Joan Didion entered the fray on the publication of Ernest Hemingway’s unfinished final manuscript in an essay titled Last Words in 1998: “You think something is in shape to be published or you don’t, and Hemingway didn’t,” she wrote. You believe a writer’s unpublished work is fair game after their death or you don’t, and Didion – it would seem – didn’t.
Debate about the ethics of posthumous publication has been ignited once more, this time with Didion at its centre. After the writer’s death in 2021, about 150 pages were found in a file next to her desk. These were meticulous accounts of sessions with her psychiatrist, from 1999 to 2003, focused mainly on her adopted daughter Quintana, who was spiralling into alcoholism. Addressed to her husband, screenwriter John Gregory Dunne, this journal has been published under the title Notes to John. “No restrictions were put on access,” we are told in a brief, anonymous introduction, presumably the ghostly hand of her literary estate.
The history of posthumous works is a long and contentious one, from Virgil’s Aeneid to the publication of Gabriel García Márquez’s Until August last year. Márquez’s sons excused their “act of betrayal” in publishing this abandoned novel against the Nobel laureate’s wishes as a service to his readers. In 2009, Vladimir Nabokov’s son published his father’s incomplete last work, The Original of Laura, 30 years after his death, despite his instructions that the novel be destroyed.
Harper Lee’s “lost” manuscript Go Set a Watchman (discovered in a safe deposit box) caused a sensation when it was published in 2015. Lee was 89 and in very poor health. It became the fastest-selling novel in HarperCollins history. But the critical verdict on all these recent “rediscoveries” was that the authors had good reasons not to want them published.
However, it is not always a case of publish and be damned. Most famously, we would not have Kafka’s The Trial had his executor, Max Brod, not ignored his demand that it be burned. “Don’t pull the Max Brod-Kafka trick on me,” Michel Foucault reportedly warned his friends.
Henry James made a “gigantic bonfire” of his archive. Thomas Hardy followed suit.

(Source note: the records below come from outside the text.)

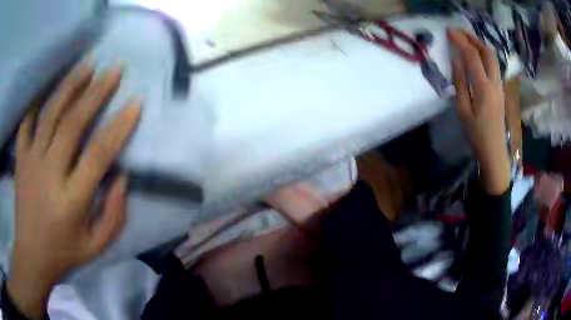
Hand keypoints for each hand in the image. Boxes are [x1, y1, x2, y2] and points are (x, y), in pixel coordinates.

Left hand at [7, 60, 140, 318]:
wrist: (31, 255)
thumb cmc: (64, 252)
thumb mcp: (96, 246)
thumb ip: (114, 215)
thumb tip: (122, 177)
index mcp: (71, 200)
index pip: (98, 154)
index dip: (119, 126)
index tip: (135, 102)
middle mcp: (49, 174)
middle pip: (72, 124)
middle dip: (96, 92)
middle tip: (115, 68)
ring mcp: (31, 162)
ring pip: (50, 115)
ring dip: (70, 86)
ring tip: (88, 63)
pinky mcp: (20, 160)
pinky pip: (27, 124)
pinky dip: (36, 103)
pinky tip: (48, 89)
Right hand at [448, 29, 509, 194]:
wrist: (494, 150)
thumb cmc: (476, 133)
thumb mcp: (462, 110)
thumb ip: (460, 82)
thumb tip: (457, 60)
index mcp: (483, 88)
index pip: (472, 55)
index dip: (460, 40)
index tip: (449, 31)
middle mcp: (495, 82)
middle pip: (487, 51)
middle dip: (473, 38)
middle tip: (459, 32)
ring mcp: (500, 86)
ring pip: (493, 58)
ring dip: (480, 45)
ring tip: (467, 40)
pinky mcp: (501, 90)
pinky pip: (494, 66)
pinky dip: (484, 55)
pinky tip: (476, 56)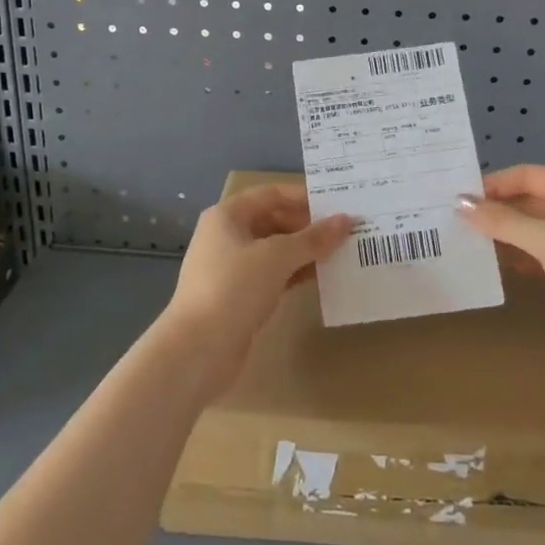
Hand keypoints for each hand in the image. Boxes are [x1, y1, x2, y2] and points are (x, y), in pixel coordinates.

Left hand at [162, 183, 352, 390]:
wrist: (198, 350)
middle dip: (307, 226)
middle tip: (344, 231)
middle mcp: (227, 236)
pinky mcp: (238, 297)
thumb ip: (313, 238)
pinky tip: (322, 278)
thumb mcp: (277, 257)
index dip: (302, 197)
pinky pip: (272, 275)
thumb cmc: (234, 288)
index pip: (270, 194)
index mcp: (227, 216)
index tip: (336, 204)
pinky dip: (295, 273)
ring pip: (274, 250)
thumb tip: (346, 220)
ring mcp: (231, 268)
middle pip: (273, 220)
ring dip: (304, 251)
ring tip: (340, 253)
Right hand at [456, 164, 544, 332]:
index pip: (530, 175)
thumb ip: (502, 221)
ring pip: (542, 230)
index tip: (461, 198)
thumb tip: (460, 203)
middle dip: (500, 210)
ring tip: (474, 244)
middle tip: (461, 222)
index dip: (495, 184)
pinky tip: (504, 268)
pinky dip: (527, 257)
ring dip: (511, 235)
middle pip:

Philip Larkin’s diaries, more prosaically, were committed to a shredding machine and then the University of Hull’s boiler house. “What he wished to be remembered would be remembered,” Larkin wrote of Hardy. “What he wished forgotten would be forgotten.”
How much of Notes to John was meant to be forgotten? Didion wrote two memoirs: The Year of Magical Thinking, after Dunne’s sudden death in 2003, and, later, Blue Nights, about her relationship with Quintana, who died in 2005 at the age of 39. In both, her daughter’s addiction is gracefully elided.
Didion was America’s literary celebrity. Aged 80, famous for her sunglasses, the author became the face of luxury fashion house Celine. Today, her image is printed on tote bags for bookish hipsters. Notes to John is a further offering to the cult of Joan. What could be more irresistible than her therapy notes?
It seems unlikely that Didion, that most reticent of people and most exacting of writers, would have welcomed these intimate, unedited journals seeing the light of day. But it is implausible that she would have been unaware of the inevitability of their publication. In Notes for John we see Didion bare-faced. We see her pain. But still she remains an enigma.